Really free

Today, on independence day, we like to celebrate freedom in America.  And we do know a great many freedoms — like freedom of worship and freedom to speak the gospel and freedom from the harshest kinds of physical persecution.

But those are not the greatest freedoms.  The greatest freedom we know is the freedom we have in Christ who has secured our liberty from sin, death, and our great enemy, Satan.  And this is a freedom to be enjoyed even in places where no other freedoms exist.  This is a freedom that no earthly power (man) and no demonic power (Satan) can take from the believer.

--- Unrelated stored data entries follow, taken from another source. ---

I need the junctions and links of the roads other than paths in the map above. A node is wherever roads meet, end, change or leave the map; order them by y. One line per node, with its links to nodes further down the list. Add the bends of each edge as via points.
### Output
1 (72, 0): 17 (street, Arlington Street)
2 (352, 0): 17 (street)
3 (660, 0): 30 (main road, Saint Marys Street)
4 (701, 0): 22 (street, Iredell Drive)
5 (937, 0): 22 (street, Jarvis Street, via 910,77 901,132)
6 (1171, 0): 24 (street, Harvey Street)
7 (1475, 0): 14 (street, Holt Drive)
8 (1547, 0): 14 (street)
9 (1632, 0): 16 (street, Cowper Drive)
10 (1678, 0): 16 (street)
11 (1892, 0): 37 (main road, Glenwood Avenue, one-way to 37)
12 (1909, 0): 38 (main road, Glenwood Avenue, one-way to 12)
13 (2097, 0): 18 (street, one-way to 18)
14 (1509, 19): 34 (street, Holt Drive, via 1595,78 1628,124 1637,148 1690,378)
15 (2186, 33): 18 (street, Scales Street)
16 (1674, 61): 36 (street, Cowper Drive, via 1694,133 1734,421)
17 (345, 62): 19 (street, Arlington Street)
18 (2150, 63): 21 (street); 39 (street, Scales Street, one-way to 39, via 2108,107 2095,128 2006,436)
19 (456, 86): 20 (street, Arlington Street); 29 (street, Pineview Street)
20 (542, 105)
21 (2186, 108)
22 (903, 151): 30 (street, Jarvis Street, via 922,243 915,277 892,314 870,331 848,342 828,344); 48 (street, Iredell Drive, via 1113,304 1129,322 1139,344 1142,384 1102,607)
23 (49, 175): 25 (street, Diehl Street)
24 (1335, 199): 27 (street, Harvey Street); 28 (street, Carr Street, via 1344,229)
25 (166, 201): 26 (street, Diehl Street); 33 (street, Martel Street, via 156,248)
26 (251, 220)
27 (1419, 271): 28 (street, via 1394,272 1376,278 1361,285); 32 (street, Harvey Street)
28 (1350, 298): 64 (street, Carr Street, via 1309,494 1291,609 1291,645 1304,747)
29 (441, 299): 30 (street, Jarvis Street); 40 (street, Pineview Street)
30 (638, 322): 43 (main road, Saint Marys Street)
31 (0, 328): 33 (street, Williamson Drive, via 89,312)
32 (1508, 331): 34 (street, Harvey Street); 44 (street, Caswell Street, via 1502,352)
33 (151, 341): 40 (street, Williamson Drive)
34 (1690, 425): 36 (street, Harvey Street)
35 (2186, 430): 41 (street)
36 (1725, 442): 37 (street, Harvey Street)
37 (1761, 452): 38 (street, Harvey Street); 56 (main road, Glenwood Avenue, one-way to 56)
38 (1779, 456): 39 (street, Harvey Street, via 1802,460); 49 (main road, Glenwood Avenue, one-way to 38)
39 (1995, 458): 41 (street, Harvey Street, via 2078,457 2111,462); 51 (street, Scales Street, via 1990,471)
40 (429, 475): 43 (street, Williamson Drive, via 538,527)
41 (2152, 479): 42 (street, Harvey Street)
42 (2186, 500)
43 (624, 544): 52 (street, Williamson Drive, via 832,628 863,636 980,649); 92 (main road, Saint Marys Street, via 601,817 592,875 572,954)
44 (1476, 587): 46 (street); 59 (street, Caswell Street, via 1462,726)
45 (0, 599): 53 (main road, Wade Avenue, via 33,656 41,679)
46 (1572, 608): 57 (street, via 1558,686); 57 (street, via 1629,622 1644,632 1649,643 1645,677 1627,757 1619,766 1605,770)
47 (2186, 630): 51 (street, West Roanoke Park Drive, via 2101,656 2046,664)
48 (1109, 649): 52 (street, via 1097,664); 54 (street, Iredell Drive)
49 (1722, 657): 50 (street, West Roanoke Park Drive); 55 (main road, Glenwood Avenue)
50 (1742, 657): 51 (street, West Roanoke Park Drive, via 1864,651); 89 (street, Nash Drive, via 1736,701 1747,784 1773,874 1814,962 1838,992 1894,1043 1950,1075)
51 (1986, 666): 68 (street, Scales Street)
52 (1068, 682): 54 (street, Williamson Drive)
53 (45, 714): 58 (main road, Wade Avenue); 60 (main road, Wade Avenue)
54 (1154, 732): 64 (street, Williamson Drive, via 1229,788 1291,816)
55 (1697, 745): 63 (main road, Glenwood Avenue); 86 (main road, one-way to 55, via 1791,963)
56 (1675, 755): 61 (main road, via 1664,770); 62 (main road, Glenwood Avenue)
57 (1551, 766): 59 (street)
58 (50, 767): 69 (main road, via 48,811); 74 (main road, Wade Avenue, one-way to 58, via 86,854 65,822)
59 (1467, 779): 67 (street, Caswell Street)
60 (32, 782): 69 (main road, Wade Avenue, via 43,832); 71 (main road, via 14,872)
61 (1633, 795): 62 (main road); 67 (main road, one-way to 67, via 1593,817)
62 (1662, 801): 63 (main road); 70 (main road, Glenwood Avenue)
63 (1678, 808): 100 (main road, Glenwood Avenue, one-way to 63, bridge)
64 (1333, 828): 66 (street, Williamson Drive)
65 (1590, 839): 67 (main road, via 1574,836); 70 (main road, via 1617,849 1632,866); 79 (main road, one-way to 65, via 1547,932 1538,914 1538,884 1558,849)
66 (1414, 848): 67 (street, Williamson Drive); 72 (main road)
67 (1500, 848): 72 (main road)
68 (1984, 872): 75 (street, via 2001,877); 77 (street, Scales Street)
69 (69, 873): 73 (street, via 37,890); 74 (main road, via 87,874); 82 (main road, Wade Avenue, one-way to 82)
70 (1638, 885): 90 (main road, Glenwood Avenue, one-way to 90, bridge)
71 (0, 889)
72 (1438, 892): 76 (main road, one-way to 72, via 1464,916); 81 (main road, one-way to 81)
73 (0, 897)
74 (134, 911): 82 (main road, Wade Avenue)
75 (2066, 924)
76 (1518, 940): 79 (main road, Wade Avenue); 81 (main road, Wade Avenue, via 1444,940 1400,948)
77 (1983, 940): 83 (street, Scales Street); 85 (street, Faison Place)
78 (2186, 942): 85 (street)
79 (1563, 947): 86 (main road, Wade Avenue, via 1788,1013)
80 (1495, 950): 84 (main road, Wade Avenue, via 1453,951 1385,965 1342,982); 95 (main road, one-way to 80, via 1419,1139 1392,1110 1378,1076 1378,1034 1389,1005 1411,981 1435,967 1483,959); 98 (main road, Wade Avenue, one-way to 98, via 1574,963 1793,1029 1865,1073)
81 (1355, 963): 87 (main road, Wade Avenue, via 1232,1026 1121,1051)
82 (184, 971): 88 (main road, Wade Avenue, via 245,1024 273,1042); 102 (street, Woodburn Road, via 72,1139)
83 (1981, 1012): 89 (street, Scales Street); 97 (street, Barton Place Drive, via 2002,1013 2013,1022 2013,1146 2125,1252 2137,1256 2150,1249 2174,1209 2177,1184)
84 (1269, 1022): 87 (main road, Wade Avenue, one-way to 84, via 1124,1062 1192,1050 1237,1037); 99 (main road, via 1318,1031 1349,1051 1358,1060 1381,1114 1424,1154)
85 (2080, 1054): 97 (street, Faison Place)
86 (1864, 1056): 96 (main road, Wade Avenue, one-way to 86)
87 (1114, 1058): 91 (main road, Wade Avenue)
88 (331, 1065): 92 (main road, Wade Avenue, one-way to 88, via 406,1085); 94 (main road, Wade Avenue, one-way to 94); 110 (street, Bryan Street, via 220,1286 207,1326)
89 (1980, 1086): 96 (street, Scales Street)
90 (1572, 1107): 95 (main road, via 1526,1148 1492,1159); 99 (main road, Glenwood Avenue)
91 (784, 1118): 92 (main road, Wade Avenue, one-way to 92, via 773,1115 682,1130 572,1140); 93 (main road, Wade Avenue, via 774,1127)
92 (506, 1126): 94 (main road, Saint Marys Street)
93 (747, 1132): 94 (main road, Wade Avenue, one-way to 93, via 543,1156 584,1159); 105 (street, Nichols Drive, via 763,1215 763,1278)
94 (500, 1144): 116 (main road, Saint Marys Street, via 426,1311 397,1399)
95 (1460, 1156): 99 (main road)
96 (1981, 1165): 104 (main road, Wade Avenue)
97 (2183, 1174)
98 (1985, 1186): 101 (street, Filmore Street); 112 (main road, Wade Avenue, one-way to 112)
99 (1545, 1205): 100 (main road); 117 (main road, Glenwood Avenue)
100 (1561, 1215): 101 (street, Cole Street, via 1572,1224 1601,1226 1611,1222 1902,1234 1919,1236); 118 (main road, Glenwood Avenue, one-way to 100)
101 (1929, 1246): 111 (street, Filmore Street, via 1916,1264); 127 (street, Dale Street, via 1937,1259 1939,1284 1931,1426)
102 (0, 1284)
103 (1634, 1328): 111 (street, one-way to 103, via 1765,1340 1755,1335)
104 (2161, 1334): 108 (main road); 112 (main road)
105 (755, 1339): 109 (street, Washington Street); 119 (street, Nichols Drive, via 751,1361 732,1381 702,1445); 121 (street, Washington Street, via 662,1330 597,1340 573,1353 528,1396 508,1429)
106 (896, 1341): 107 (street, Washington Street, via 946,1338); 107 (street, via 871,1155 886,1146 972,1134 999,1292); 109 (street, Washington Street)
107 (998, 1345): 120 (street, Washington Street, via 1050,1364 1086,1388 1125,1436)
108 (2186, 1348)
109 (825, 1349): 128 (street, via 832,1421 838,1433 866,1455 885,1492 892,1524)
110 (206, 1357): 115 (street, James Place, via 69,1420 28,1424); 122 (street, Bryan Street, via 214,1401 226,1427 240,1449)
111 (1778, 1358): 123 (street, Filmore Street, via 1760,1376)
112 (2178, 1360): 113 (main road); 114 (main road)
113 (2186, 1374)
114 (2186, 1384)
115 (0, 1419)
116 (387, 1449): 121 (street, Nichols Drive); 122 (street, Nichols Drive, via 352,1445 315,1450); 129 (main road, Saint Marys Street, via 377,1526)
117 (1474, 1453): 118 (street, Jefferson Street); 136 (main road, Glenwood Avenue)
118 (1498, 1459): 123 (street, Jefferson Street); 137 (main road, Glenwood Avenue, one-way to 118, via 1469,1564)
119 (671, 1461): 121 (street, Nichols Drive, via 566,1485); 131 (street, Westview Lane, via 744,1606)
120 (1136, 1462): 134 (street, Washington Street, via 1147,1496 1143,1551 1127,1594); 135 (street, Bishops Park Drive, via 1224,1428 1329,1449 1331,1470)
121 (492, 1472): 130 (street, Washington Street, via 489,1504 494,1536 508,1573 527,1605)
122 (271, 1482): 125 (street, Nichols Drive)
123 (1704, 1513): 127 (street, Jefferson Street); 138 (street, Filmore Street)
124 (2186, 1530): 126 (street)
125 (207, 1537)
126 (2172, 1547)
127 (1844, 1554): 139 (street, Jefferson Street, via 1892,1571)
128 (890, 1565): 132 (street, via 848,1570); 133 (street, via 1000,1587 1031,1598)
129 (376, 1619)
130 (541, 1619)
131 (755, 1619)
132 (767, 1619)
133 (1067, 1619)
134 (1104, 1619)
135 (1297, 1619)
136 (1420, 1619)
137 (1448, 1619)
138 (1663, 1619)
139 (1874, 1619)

Just what is this freedom that Christ secured at the cross?  Just how was Satan defeated and what was the power that was removed from him?  John Owen provides a summary of four of Satan’s powers that Christ dissolved by His death in his discussion of Hebrews 2:14-15:

When the sinner ceaseth to be obnoxious unto death, the power of Satan ceaseth also. And this every one doth that hath an interest in the death of Christ: for “there is no condemnation unto them that are in Christ Jesus,” Rom. viii.1; and this because he died. He died for their sins, took that death upon himself which was due unto them; which being conquered thereby, and their obligation thereunto ceasing, the power of Satan is therewith dissolved.

(1) The first branch of his power consisted in the bringing of sin into the world. This is dissolved by Christ’s “taking away the sin of the world,” John i.29; which he did as “the Lamb of God,” by the sacrifice of himself in his death, typified by the paschal lamb and all other sacrifices of old.

(2) Again, his power consisted in his rule in the world, as cast under sin and death. From this he was cast out, John xii.31, in the death of Christ. When contending with him for the continuance of his sovereignty, he was conquered, the ground whereon he stood, even the guilt of sin, being taken away from under him, and his title defeated.…

(3) Nor can he longer make use of death as penal, as threatened in the curse of the law, to terrify and affright the consciences of men: for “being justified by faith” in the death of Christ, “they have peace with God,” Rom. v.1. Christ making peace between God and us by the blood of his cross, Eph. ii.14, 15, 2 Cor. v.19–21, the weapons of this part of his power are wrested out of his hand, seeing death hath no power to terrify the conscience, but as it expresseth the curse of God.

(4) And, lastly, his final execution of the sentence of death upon sinners is utterly taken out of his hand by the death of Christ, inasmuch as they for whom he died shall never undergo death penally. And thus was Satan, as to his power over death, fully destroyed by the death of Christ. [From his commentary on The Epistle to the Hebrews, quoted by Sinclair Ferguson in For the Fame of God’s Name, 182-3.]